══ RECORD EXCERPTS ══

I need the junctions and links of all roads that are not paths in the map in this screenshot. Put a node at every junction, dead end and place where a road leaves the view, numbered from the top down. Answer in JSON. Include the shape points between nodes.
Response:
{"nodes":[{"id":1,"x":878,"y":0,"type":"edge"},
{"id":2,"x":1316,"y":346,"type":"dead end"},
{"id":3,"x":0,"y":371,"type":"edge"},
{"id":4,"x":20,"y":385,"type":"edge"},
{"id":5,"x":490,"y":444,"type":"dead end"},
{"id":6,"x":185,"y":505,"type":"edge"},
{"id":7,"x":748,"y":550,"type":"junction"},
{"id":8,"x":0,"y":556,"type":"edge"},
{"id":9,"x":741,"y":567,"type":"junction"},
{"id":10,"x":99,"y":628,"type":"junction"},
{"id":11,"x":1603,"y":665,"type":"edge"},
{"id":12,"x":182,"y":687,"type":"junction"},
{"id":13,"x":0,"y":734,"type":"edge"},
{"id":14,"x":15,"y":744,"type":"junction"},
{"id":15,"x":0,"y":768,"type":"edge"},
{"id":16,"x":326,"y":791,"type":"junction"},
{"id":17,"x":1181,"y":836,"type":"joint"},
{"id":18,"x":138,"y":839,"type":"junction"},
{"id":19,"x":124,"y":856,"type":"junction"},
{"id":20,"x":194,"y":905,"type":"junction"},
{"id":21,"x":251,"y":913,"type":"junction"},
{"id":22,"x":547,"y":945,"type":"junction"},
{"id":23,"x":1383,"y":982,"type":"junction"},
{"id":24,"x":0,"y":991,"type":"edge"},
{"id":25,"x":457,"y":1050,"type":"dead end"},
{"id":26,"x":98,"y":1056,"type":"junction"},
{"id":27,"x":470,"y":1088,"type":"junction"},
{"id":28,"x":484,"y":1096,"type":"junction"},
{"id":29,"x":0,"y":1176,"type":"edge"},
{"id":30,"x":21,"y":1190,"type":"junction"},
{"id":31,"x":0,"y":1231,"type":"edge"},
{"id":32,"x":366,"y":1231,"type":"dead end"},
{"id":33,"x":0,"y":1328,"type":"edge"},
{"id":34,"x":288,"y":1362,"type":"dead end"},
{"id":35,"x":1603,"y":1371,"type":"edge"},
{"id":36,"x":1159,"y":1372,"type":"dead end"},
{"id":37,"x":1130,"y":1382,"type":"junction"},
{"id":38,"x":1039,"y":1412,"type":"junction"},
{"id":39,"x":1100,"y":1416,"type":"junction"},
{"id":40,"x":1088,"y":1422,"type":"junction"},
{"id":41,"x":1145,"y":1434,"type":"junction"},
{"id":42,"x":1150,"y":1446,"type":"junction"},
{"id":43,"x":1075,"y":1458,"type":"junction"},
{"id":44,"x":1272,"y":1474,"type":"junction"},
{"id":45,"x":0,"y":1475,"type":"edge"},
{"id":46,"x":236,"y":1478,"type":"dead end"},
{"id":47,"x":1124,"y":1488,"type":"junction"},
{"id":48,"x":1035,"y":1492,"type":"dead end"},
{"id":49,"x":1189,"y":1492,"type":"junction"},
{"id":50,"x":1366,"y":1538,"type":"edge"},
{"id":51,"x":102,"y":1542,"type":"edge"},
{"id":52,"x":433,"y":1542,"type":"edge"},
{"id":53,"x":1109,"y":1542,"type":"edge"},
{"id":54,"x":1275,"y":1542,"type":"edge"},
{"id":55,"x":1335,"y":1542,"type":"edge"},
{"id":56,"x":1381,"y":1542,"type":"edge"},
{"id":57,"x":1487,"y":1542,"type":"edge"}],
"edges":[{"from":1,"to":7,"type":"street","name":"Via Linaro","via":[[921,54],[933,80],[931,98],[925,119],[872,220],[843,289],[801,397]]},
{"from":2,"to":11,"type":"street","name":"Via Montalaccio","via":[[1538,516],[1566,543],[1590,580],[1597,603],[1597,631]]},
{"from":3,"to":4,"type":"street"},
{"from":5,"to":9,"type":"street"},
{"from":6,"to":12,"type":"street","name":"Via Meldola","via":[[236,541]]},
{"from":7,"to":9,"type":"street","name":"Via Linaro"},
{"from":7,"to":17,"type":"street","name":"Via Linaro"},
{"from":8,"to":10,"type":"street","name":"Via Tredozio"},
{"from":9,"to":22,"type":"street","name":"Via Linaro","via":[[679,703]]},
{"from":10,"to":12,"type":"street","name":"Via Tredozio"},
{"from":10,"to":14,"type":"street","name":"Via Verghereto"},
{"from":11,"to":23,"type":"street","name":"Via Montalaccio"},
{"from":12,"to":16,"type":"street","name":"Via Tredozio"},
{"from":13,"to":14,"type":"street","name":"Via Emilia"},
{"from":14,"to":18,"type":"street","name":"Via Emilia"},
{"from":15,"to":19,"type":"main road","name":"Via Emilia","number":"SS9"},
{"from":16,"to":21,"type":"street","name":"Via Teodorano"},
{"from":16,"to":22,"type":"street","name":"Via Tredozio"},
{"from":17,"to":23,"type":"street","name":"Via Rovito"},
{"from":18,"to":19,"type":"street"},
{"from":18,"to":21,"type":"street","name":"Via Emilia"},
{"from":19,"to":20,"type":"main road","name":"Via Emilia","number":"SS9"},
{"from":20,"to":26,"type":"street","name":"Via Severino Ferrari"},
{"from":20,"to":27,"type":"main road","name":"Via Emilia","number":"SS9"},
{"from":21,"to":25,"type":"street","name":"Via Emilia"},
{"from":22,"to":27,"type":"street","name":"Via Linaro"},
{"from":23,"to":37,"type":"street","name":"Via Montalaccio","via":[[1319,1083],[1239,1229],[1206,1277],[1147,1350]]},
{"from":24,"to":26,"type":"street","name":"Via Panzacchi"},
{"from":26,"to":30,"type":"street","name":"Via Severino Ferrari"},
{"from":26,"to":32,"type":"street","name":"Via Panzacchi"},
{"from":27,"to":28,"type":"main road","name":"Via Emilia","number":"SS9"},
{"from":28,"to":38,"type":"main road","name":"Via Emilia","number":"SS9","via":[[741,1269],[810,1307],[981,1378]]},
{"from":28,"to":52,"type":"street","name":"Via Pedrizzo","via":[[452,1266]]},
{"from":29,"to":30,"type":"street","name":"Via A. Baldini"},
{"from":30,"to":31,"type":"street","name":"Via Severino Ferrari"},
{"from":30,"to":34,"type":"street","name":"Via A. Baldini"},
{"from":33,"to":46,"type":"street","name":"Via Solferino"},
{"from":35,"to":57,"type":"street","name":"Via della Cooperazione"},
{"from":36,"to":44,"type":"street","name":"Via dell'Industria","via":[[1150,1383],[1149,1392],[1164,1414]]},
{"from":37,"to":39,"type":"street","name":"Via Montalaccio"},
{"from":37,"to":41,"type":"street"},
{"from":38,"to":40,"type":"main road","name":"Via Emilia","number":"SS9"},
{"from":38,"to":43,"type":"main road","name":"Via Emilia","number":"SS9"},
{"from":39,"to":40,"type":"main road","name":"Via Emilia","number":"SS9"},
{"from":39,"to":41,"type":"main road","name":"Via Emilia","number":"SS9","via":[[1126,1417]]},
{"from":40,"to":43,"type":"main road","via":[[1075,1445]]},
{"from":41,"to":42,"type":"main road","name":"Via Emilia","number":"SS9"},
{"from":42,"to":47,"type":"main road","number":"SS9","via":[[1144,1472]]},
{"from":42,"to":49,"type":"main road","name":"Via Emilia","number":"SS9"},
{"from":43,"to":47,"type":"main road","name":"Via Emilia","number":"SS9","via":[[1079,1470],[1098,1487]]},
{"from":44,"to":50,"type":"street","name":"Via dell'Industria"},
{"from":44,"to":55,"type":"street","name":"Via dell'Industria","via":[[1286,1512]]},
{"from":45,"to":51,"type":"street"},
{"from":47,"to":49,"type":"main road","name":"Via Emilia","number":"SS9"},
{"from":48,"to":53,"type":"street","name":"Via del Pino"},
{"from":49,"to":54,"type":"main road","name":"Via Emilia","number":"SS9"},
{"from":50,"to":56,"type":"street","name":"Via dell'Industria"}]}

═══

Check each line of the data above for the string "Severino", and copy the ones that have it.

{"from":20,"to":26,"type":"street","name":"Via Severino Ferrari"},
{"from":26,"to":30,"type":"street","name":"Via Severino Ferrari"},
{"from":30,"to":31,"type":"street","name":"Via Severino Ferrari"},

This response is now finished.